Cache Mapping Schemes

  • To simplify the process of locating the desired data, various cache mapping algorithms are used.
  • When accessing data or instructions, the CPU first generates a main memory address. If the data has been copied to cache, the address of the data in cache is not the same as the main memory address.
  • How does the CPU locate data when it has been copied into cache? The CPU uses a specific mapping scheme that “converts” the main memory address into a cache location.
  • This address conversion is done by giving special significance to the bits in the main memory address. We first divide the bits into distinct groups we call fields. Depending on the mapping scheme, we may have two or three fields.
  • The mapping scheme determines where the data is placed when it is originally copied into cache and also provides a method for the CPU to find previously copied data when searching cache.
  • Main memory and cache are both divided into the same size blocks. When a memory address is generated, cache is searched first to see if the required word exists there. When the requested word is not found in cache, the entire main memory block in which the word resides is loaded into cache; one missed word often results in several found words

So, how do we use fields in the main memory address?

Direct Mapping of Main Memory Blocks to Cache Blocks

If main memory blocks 0 and 10 both map to cache block 0, how does the CPU know which block actually resides in cache block 0 at any given time?

The answer is that each block is copied to cache and identified by the tag (see the Figure)

There are two valid cache blocks.

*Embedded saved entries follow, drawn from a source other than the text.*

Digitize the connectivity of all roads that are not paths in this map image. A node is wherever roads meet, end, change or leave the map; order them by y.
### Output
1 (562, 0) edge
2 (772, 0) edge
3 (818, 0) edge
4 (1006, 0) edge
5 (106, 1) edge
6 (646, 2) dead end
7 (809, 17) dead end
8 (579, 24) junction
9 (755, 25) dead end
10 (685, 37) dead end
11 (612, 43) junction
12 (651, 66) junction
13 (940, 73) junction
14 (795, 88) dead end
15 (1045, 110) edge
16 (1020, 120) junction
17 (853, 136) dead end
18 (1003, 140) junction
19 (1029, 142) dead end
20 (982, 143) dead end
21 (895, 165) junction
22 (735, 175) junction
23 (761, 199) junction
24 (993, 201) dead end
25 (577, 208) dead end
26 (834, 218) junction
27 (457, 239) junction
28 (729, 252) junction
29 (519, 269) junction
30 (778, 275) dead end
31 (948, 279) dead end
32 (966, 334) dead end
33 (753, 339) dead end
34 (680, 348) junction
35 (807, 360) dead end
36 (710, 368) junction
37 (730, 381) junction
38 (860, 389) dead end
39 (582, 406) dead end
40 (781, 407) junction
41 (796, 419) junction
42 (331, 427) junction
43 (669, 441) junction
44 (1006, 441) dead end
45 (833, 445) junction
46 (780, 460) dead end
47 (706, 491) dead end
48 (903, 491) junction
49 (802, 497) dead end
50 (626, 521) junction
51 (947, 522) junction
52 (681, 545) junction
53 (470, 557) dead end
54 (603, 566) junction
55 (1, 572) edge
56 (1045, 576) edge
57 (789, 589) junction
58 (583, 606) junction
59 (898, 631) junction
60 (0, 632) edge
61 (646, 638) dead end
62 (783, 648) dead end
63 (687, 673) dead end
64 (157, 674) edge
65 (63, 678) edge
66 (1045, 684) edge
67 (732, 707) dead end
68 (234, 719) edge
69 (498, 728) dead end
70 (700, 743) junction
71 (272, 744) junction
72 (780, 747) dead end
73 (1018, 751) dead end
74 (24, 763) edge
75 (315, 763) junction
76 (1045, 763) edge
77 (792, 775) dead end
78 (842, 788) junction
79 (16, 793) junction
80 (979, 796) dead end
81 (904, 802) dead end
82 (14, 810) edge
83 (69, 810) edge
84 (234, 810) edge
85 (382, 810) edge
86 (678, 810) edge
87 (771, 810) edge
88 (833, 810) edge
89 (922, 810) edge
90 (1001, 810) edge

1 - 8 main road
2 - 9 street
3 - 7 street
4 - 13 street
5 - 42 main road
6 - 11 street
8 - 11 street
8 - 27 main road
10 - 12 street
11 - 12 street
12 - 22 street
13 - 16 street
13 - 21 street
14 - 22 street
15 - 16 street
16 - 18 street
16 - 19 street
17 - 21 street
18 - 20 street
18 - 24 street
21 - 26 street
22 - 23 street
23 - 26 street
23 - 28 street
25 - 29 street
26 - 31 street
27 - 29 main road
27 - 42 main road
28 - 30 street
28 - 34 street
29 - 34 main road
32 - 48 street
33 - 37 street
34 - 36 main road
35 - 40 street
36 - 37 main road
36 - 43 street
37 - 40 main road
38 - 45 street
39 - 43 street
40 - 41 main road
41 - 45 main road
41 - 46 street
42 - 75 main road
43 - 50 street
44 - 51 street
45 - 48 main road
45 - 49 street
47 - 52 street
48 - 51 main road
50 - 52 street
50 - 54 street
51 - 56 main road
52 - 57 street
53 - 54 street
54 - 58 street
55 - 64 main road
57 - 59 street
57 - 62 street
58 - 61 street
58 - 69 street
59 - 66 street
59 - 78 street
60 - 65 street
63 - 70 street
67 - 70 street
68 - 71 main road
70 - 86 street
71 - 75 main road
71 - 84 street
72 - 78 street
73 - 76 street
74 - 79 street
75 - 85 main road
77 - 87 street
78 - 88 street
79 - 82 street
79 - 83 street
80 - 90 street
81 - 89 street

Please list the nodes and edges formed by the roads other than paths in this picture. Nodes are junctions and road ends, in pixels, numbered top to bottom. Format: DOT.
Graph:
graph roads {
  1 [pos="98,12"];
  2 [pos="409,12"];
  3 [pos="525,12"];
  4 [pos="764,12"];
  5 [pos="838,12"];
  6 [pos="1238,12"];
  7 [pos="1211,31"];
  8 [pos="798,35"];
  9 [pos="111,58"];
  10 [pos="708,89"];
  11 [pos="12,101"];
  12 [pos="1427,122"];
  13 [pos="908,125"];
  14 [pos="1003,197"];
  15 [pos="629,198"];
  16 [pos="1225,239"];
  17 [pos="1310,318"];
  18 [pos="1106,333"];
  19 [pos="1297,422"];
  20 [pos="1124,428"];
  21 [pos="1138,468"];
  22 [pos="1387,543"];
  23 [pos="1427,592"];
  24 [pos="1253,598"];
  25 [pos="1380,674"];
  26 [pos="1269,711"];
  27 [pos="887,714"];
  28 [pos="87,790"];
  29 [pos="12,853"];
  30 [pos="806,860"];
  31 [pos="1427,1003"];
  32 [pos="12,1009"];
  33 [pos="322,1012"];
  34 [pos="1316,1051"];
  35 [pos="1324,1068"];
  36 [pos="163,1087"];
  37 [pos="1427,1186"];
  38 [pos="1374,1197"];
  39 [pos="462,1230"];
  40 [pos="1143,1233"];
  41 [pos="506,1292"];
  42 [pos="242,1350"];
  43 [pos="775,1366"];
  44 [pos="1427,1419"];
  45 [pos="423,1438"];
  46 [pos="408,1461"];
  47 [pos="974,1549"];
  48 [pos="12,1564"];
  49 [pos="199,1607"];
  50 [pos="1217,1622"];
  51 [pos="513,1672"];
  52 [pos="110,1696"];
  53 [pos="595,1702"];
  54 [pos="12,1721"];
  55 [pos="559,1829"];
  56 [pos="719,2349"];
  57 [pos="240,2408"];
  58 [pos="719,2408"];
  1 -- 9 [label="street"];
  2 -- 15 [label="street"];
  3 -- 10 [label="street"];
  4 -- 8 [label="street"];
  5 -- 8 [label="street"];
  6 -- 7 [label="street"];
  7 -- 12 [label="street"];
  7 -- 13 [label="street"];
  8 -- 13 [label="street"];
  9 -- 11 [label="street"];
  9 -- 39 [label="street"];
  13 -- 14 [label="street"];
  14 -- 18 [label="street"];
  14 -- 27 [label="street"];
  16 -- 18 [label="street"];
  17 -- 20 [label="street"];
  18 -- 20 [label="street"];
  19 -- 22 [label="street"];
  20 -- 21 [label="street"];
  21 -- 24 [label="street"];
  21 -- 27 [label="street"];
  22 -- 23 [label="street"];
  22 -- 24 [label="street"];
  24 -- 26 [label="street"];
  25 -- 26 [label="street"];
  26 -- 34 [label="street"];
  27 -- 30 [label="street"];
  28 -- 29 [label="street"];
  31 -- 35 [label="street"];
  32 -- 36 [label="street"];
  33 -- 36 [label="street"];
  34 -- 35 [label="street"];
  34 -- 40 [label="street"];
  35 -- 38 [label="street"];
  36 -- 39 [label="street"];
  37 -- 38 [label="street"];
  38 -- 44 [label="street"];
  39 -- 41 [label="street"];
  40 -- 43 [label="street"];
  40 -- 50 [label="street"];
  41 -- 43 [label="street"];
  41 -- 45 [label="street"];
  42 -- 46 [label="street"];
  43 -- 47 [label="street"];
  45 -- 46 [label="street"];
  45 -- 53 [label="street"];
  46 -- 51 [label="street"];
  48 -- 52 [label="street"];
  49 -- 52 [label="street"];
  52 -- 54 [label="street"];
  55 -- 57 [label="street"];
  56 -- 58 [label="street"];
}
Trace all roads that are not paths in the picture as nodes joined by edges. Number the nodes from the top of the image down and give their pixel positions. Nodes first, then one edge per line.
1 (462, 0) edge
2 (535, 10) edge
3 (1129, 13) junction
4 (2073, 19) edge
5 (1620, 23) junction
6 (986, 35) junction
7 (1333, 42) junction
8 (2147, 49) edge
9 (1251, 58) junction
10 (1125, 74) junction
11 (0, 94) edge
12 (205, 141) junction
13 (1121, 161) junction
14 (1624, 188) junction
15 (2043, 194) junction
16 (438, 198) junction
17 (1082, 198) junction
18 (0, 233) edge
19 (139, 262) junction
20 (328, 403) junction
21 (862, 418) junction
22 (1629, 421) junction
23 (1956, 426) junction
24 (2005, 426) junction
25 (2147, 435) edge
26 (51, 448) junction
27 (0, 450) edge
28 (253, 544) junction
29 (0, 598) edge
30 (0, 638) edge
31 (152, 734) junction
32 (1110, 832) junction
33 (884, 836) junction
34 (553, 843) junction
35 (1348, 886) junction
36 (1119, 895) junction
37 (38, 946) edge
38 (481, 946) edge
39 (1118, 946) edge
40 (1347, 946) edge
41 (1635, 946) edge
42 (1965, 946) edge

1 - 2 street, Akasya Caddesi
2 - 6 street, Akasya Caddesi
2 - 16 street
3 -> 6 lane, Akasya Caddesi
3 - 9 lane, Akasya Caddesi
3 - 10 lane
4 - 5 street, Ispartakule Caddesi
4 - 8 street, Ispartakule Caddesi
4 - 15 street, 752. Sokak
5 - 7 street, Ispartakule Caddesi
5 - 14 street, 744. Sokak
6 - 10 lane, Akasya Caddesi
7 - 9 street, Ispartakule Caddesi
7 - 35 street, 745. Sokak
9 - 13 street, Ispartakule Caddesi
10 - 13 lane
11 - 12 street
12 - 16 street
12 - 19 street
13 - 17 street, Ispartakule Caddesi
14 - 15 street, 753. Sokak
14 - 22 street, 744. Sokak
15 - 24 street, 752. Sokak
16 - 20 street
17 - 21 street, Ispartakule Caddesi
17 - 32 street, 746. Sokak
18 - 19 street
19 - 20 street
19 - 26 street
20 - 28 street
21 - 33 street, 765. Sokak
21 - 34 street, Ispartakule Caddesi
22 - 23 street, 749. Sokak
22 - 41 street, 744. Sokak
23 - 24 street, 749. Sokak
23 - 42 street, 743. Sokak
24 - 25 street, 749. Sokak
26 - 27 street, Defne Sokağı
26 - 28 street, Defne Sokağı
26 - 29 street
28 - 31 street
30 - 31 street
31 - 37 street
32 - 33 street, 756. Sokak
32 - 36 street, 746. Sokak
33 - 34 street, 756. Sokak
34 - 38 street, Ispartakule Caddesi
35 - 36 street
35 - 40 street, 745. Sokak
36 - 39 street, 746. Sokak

Block 0 contains multiple words from main memory, identified using the tag “00000000”. Block 1 contains words identified using tag “11110101”. The other two cache blocks are not valid. To perform direct mapping, the binary main memory address is partitioned into the fields shown in the Figure.

The size of each field depends on the physical characteristics of main memory and cache. The word uniquely identifies a word from a specific block. This is also true of the block field—it must select a unique block of cache. The tag field is whatever is left over. When a block of main memory is copied to cache, this tag is stored with the block and uniquely identifies this block.

Consider the following example: Assume memory consists of 2^14 words, cache has 16 blocks , and each block has 8 words. From this we determine that memory has 2^14 /2^3 = 2^11 blocks. We know that each main memory address requires 14 bits. Of this 14-bit address field, the rightmost 3 bits reflect the word field (we need 3 bits to uniquely identify one of 8 words in a block). We need 4 bits to select a specific block in cache, so the block field consists of the middle 4 bits. The remaining 7 bits (2^11 /24 (16 block)= 2^7 (128) ) make up the tag field. The fields with sizes are illustrated in Figure.